TitleApplication of principal components regression to streamflow forecasting
Publication TypeConference Proceedings
Year of Conference1996
AuthorsSmith, S., and Weiss E.
Conference Name64th Annual Western Snow Conference
Series TitleProceedings of the 64th Annual Western Snow Conference
Date PublishedApril 1996
PublisherWestern Snow Conference
Conference LocationBend, Oregon
KeywordsForecasting, Regression, Statistical analysis

B.C. Hydro adapted the techniques of principal component regression, cross-validation and a systematic search for optimal combinations of variables (Garen, 1993), to try to improve to the statistical accuracy of stream- flow volume forecast equations for the glaciated Bridge River basin in British Columbia.
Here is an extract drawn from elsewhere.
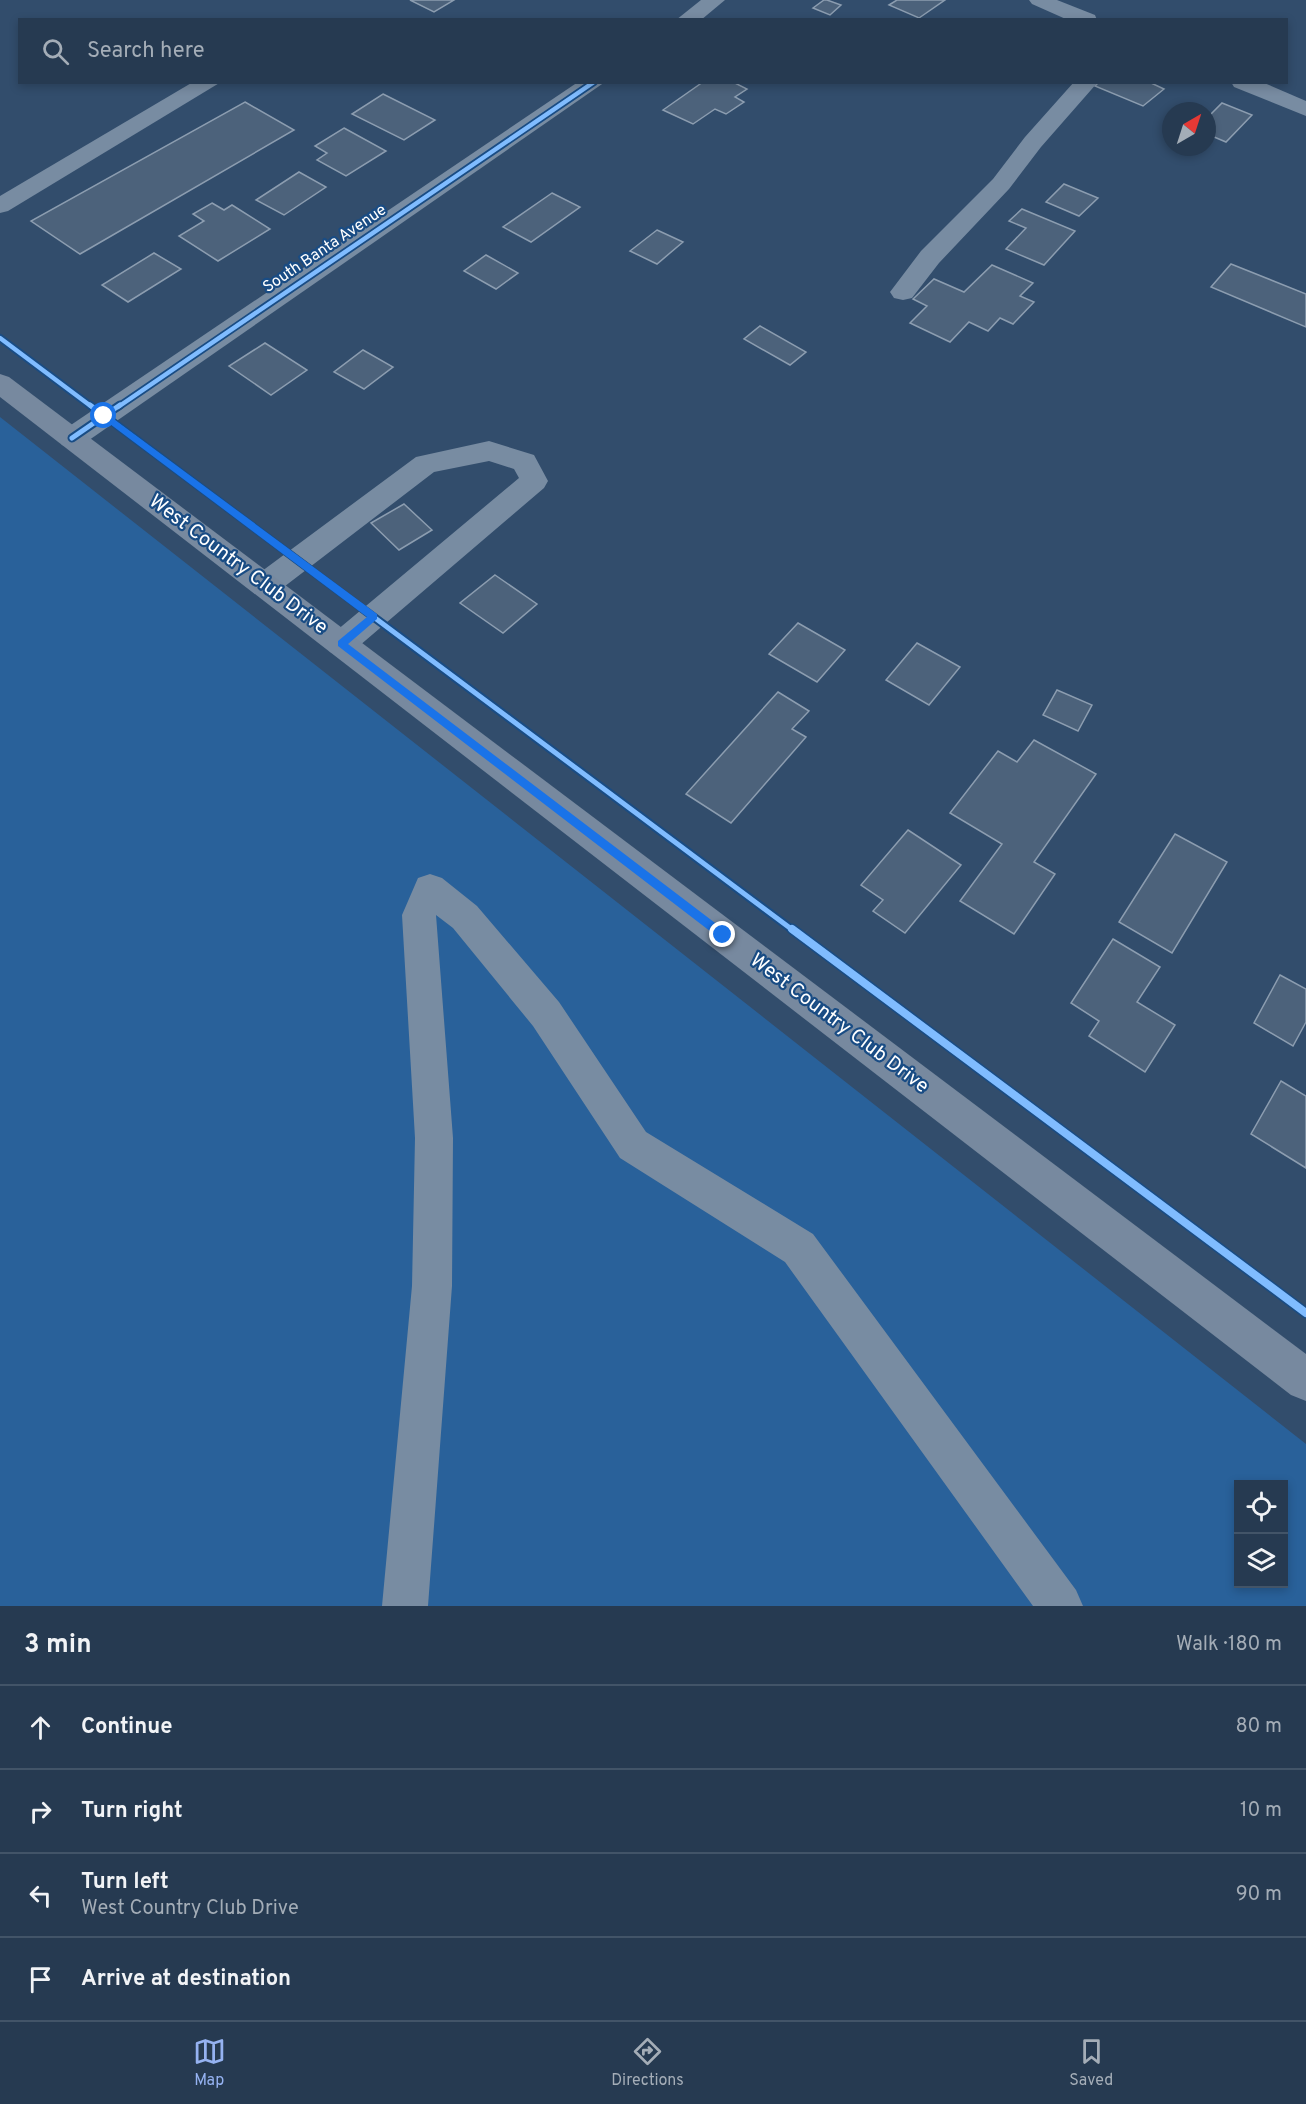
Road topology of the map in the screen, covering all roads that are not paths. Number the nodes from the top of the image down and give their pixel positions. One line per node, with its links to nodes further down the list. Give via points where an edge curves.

The paper will discuss the trade-offs that B.C. Hydro made in balancing the improvements in forecast accuracy using these techniques against other factors, such as preserving continuity in forecast equation structure from month to month, preferring short-term stations located within the basin to longer term stations outside the basin, and using the thirty-year normals period ( 1961-90) versus the historical period of record. Results for the Bridge River system demonstrate the balance that can be achieved between optimizing forecast accuracy and selecting variables and stations which make the forecast equations more physically rational.